I was only in Oklahoma City for about 36 hours, as everything that could have gone wrong for me on Wednesday did, but I at least salvaged the day with an outstanding experience at Ludivine, a farm-to-table restaurant in downtown OKC.
Ludivine’s menu changes daily depending on what ingredients they’ve acquired, with everything except seafood and a few cheeses sourced locally. The dishes are highly creative in the way they layer flavors and use ingredients in unconventional ways, such as the rabbit liver vinaigrette on my salad, or the blueberry thyme bread pudding served with the crispy sweetbread (which I didn’t try).
I started with a charcuterie plate – they make most of it in-house, and I spotted Michael Ruhlman’s Charcuterie on their bookshelf – including their pork rillette, duck speck, and house-cured salmon. The rillette was very tender, held together with bacon fat, but a little underseasoned for me, so it needed help from the whole-grain mustard and homemade pickles provided on the plate. The paper-thin salmon needed nothing else, not even the hit of acid I usually crave when I eat cured or smoked salmon, among the best dishes of its kind I’ve had. Speck is a smoked product usually made from the pig’s hind leg or thigh, like prosciutto, but Ludivine uses duck breast instead; the resulting product was salty and very smoky, pairing well with the blackberry-tarragon “marmalade” also provided on the platter but too strong to eat on its own. (Nitpick: It’s not marmalade without citrus rind, unless we’re speaking a language other than English.)
The aforementioned salad had the freshest mustard greens and arugula I’ve ever had from any place other than my own gardens – they defined the color “green” – as well as half-inch wide lardons (chunks of bacon) that had been quickly fried to crisp them up and a generous shaving of grana Padano cheese (Parmiggiano-Reggiano that was made in the Padua region, so it must go by another name). The rabbit-liver dressing had a peculiar texture, not grainy, almost muddy, but it may have simply stood out because I’d never had a dressing like it before. The flavor was very subtle, and next to the bacon, cheese, and two peppery greens, the vinaigrette was just a background note.
I went with another starter rather than a full entree, trying bone marrow for the first time – which means I have nothing to which to compare the dish. The marrow bone was cut in half the long way, roasted to brown the top but leave the interior pink, and served with more whole-grain mustard and a lightly pickled shallot; the marrow meat was luxuriously soft, obviously fatty, but bright and mild in flavor, more like a fresh butter than a heavy meat. I have no idea if this was a great marrow dish or not, however, only that I enjoyed it.

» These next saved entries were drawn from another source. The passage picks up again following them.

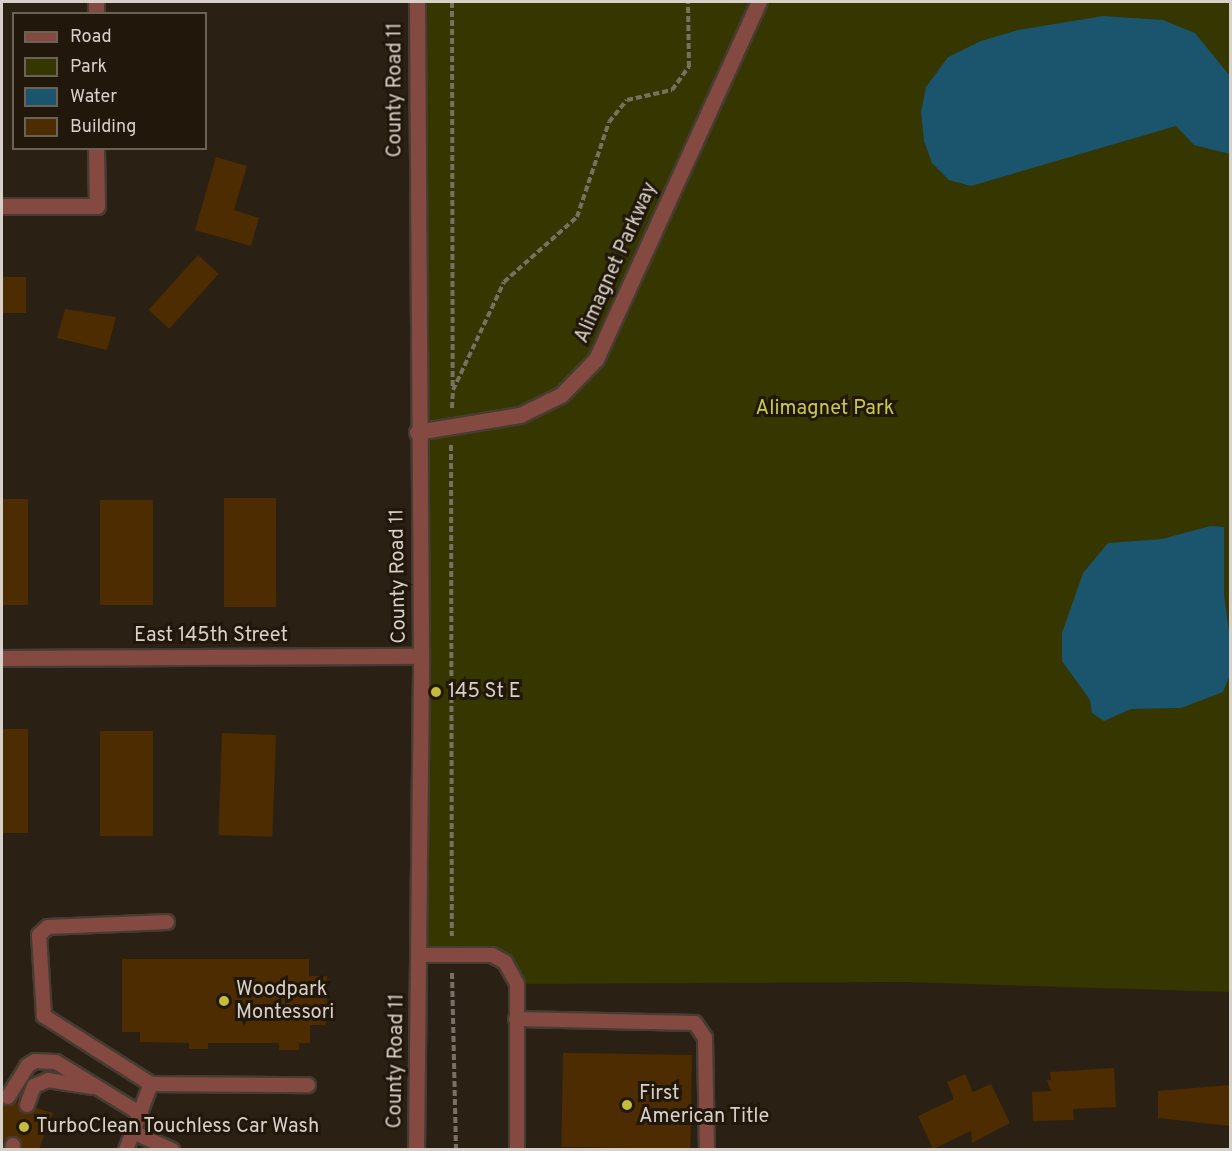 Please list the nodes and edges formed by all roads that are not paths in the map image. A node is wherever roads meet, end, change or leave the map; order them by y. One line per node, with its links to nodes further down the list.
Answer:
1 (417, 2): 5 (street, County Road 11)
2 (759, 2): 5 (street, Alimagnet Parkway)
3 (96, 150): 4 (street)
4 (2, 206)
5 (417, 432): 6 (street, County Road 11)
6 (421, 656): 7 (street, East 145th Street); 9 (street, County Road 11)
7 (2, 658)
8 (167, 922): 11 (lane)
9 (420, 955): 10 (lane); 20 (street, County Road 11)
10 (516, 1019): 21 (lane); 22 (lane)
11 (151, 1084): 12 (lane); 16 (lane)
12 (308, 1085)
13 (103, 1089): 14 (lane); 15 (lane); 16 (lane)
14 (8, 1097)
15 (27, 1105)
16 (141, 1114): 17 (lane)
17 (135, 1133): 18 (lane); 19 (lane)
18 (126, 1149)
19 (172, 1149)
20 (416, 1149)
21 (518, 1149)
22 (707, 1149) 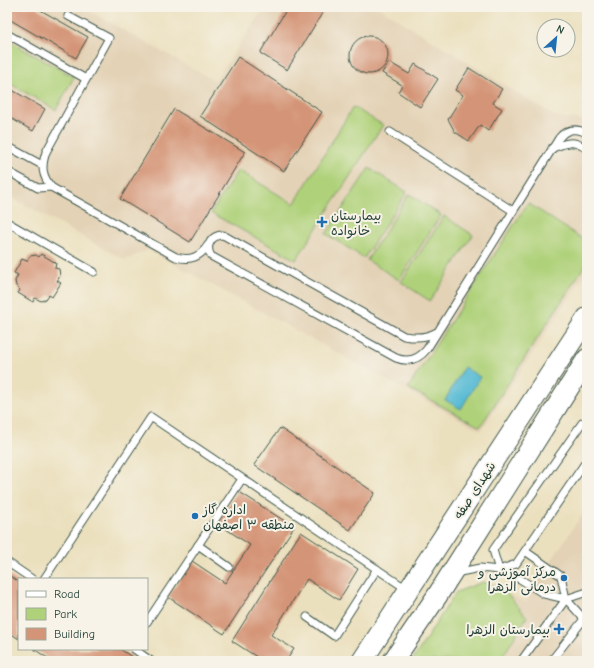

For dessert, the salted caramel crème brulee was tempting, but even I have my limits when it comes to saturated fat, and went instead for the fresh strawberries (lightly sugared) and blueberries … served in fresh cream, of course. The strawberries were good, but the blueberries were perfect, and that cream was a reminder that the stuff we get in paper cartons in the store is a mere facsimile of the genuine article. (Organic Valley’s pasture-raised cream comes fairly close, though.)
I’ll give Ludivine bonus points for that bookshelf as well, since it also included The Flavor Bible and my friend Peter Reinhart’s The Bread Baker’s Apprentice. I felt like my own cookbook collection was partially validated.
Total cost of the meal was around $50 including tip but no drink (I was too tired for alcohol), well worth it between the meal and the chance to support the local food industry. This is real food, sourced right and prepared right.
To the links…
A WSJ piece on the rising use of “spent grains,”, the solid matter left over during the brewing process after the wort is strained. They apparently make excellent bread.
From the New York Times, a mini-memoir piece called “All I Wanted Was for Alice Waters to Feed Me,” excerpted from author Daniel Duane’s new cooking memoir.
Slate’s Josh Levin argues (correctly) that colleges shouldn’t be allowed to yank athletic scholarships.
TIME‘s Lev Grossman, author of The Magicians and one of the two minds behind their top 100 novels list in 2005, argues that genre fiction is disruptive technology, in an essay of which I think Jasper Fforde would approve. Indeed, Wilkie Collins was among the earliest practicioners of what is now called genre fiction, and his mentor was none other than Charles Dickens.
Should a university – or anyone, for that matter – be allowed to patent a cut of steak? Obviously not, although I find it more galling that a public university is trying to do it. Then again, the U.S. Patent and Trademark Office has been busy approving nonsense patents for about fifteen years, so I’m not optimistic that they’ll reject this one.
Bonus link, from my friend Rene Saggiadi: ten “Italian” food facts that aren’t authentically Italian. I didn’t know about the Feast of the Seven Fishes, but we also didn’t have that tradition in my family.